RGB Mix: R = R1*(1-t) + R2*t, G = G1*(1-t) + G2*t, B = B1*(1-t) + B2*t

Where R1,G1,B1 are the RGB values of color 1, R2,G2,B2 are color 2 values, and t is the mix ratio from 0 (all color 1) to 1 (all color 2). Subtractive mixing uses CMYK interpolation, and perceptual mixing squares values before averaging to account for gamma correction.

Last reviewed: December 2025

Worked Examples

Example 1: Creating a Purple from Red and Blue

Mix a warm red (#FF5733) with a medium blue (#3366FF) at a 50:50 ratio using RGB mixing to create a purple.
Solution:
Red channel: (255 + 51) / 2 = 153 Green channel: (87 + 102) / 2 = 95 (rounded) Blue channel: (51 + 255) / 2 = 153 Mixed RGB: (153, 95, 153) Mixed HEX: #995F99 Result is a muted purple-mauve with moderate saturation.
Result: Mixed Color: #995F99 | RGB(153, 95, 153) | A dusty purple from warm and cool primaries

Example 2: Tinting a Dark Color with White

Lighten a dark navy (#1A237E) by mixing it with white (#FFFFFF) at a 30:70 ratio (30% navy, 70% white) using RGB mixing.
Solution:
Red: 26 * 0.3 + 255 * 0.7 = 7.8 + 178.5 = 186 Green: 35 * 0.3 + 255 * 0.7 = 10.5 + 178.5 = 189 Blue: 126 * 0.3 + 255 * 0.7 = 37.8 + 178.5 = 216 Mixed RGB: (186, 189, 216) Mixed HEX: #BABDD8
Result: Mixed Color: #BABDD8 | RGB(186, 189, 216) | A light periwinkle blue
Expert Insights

Background & Theory

The Color Mixing Calculator applies the following established principles and formulas. Educational measurement applies mathematical principles to quantify learning outcomes, track academic progress, and compare performance across students and institutions. Grade Point Average (GPA) is the central metric. In the standard four-point scale, letter grades are converted to grade points: A equals 4.0, B equals 3.0, C equals 2.0, D equals 1.0, and F equals 0. The GPA is then computed as the sum of (grade points multiplied by credit hours for each course) divided by total credit hours attempted. This weighted average ensures that high-credit courses exert proportionally greater influence on the final figure.
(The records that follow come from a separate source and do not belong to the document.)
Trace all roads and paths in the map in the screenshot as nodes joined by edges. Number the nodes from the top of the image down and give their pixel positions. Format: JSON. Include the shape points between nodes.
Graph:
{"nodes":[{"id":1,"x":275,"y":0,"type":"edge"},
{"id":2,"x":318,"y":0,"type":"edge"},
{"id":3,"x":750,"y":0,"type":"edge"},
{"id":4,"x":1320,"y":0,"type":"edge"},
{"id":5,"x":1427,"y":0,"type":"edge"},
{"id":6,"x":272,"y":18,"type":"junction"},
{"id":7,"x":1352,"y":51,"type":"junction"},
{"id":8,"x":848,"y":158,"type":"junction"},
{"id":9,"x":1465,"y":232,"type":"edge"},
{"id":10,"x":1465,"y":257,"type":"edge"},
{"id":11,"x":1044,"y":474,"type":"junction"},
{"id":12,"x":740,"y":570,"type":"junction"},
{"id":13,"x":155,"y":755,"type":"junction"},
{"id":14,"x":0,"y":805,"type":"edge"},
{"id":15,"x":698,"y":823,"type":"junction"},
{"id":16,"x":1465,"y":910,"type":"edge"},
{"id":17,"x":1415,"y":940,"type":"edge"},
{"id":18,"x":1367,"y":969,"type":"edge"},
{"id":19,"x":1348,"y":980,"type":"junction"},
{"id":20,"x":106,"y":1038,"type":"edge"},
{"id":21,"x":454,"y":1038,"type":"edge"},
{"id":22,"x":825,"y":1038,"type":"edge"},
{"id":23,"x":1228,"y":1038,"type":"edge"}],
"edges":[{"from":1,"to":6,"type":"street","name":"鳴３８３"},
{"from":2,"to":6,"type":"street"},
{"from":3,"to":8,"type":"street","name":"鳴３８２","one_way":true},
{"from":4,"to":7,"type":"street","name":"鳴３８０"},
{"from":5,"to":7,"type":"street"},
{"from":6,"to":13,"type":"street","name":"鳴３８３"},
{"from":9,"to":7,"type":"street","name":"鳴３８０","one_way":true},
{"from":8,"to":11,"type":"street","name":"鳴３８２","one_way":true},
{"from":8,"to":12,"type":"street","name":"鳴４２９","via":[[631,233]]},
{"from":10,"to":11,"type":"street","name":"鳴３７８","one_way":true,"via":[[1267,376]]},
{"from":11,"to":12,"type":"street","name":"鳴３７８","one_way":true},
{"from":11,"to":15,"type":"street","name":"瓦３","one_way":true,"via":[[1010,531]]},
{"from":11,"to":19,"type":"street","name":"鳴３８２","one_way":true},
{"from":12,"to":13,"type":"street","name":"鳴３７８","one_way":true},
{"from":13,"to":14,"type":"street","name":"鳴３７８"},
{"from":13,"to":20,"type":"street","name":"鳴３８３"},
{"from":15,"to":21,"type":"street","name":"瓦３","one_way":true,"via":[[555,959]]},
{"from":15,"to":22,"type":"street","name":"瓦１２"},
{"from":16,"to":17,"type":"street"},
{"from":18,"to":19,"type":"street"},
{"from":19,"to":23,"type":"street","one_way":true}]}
Weighted GPA systems assign additional grade-point bonuses to honors, Advanced Placement, or International Baccalaureate courses, typically adding 0.5 to 1.0 points to acknowledge increased academic rigor. Unweighted GPA treats all courses equivalently regardless of difficulty. Percentile rank situates an individual score within a reference distribution: a student at the 75th percentile scored higher than 75 percent of the comparison group. Standardized tests use scaled scores and z-scores to normalize results across different test administrations. Standard deviation in test design quantifies how widely scores spread around the mean, informing item difficulty analysis and test reliability assessment. Bloom's Taxonomy, introduced in 1956, classifies cognitive learning into six hierarchical levels: remember, understand, apply, analyze, evaluate, and create. This framework guides curriculum design by ensuring assessments target higher-order thinking rather than only rote recall. Spaced repetition exploits the psychological spacing effect, whereby information reviewed at increasing intervals is retained far more efficiently than information reviewed in massed sessions. The SM-2 algorithm, developed by Piotr Wozniak in 1987, computes optimal review intervals using an ease factor updated after each recall attempt: I(n) = I(n-1) * EF, where the ease factor EF adjusts based on performance quality rated on a 0 to 5 scale. Flesch-Kincaid readability formulas estimate text difficulty. The Reading Ease score = 206.835 minus 1.015 times the average words per sentence minus 84.6 times the average syllables per word, where higher scores indicate easier text.

History

The history behind the Color Mixing Calculator traces back through the following developments. Formal mass education systems emerged in the early 19th century. Prussia established a compulsory state schooling system beginning around 1763 under Frederick the Great, though full enforcement and a structured curriculum took shape in the early 1800s. The Prussian model, emphasizing standardized instruction, teacher training, and compulsory attendance, became a template that the United States, Britain, Japan, and much of Europe adopted throughout the 19th century. Compulsory education laws spread across the industrializing world between roughly 1850 and 1900. Massachusetts passed the first such law in the United States in 1852. By the end of the century most developed nations had established free, publicly funded schooling systems with defined grade levels and curricula. The measurement of individual intelligence and academic aptitude arose at the turn of the 20th century. Alfred Binet, commissioned by the French government to identify students needing additional support, developed the first practical intelligence test in 1905 with Theodore Simon. Their scale introduced the concept of mental age and formed the basis for later intelligence quotient measurements. The Scholastic Aptitude Test, later the SAT, was introduced in the United States in 1926 by Carl Brigham, building on Army intelligence tests used during World War I. It became the dominant college admissions tool over the following decades, institutionalizing standardized testing in American secondary education. The second half of the 20th century brought accountability-driven reform. The Elementary and Secondary Education Act of 1965 tied federal funding to measured outcomes. The No Child Left Behind Act of 2001 required annual standardized testing in core subjects across all public schools and imposed consequences for persistent underperformance, intensifying debate about the validity and consequences of high-stakes testing. The 21st century introduced Massive Open Online Courses, or MOOCs, beginning with the Khan Academy in 2006 and expanding rapidly after Stanford's free online courses attracted hundreds of thousands of students in 2011. Digital learning platforms enabled spaced repetition software, adaptive assessments, and learning analytics to reach global audiences outside traditional institutions.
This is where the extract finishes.